(Bounding boxes with keypoints)

━━━━━━━━━━━━━━━━━━━━━━━━━━━━━━

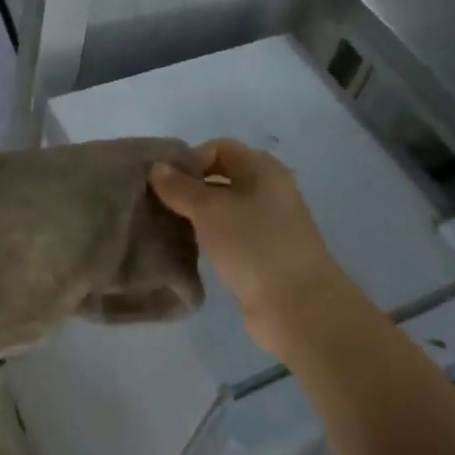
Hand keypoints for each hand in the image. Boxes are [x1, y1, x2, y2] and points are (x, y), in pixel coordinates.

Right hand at [150, 139, 362, 363]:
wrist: (298, 307)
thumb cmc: (254, 245)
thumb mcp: (210, 210)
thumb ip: (180, 187)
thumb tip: (156, 168)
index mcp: (262, 169)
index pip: (219, 147)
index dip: (190, 159)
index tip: (166, 183)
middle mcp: (267, 190)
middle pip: (220, 176)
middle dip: (188, 187)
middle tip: (160, 204)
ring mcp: (267, 224)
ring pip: (222, 208)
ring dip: (195, 215)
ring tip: (168, 227)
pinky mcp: (261, 254)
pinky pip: (227, 234)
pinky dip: (207, 237)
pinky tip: (187, 248)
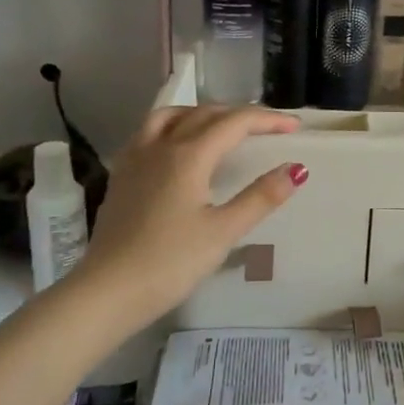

━━━━━━━━━━━━━━━━━━━━━━━━━━━━━━

• Task to complete:
Transcribe the records verbatim, excluding pictures.

• Task output:
Hand keypoints for each hand in the image. Boxes are [x1, y1, x2, y2] and points are (x, y), in pixel coordinates.

Right hand at [150, 139, 362, 363]:
wrist: (298, 307)
thumb cmc: (254, 245)
thumb mcp: (210, 210)
thumb ip: (180, 187)
thumb tip: (156, 168)
index mcp: (262, 169)
index pip: (219, 147)
index dip: (190, 159)
index tip: (166, 183)
middle mcp: (267, 190)
middle pip: (220, 176)
middle dip: (188, 187)
middle tip: (160, 204)
ring mcp: (267, 224)
ring pip: (222, 208)
ring dip: (195, 215)
ring tip: (168, 227)
pinky mcp: (261, 254)
pinky pip: (227, 234)
pinky dip: (207, 237)
pinky tip: (187, 248)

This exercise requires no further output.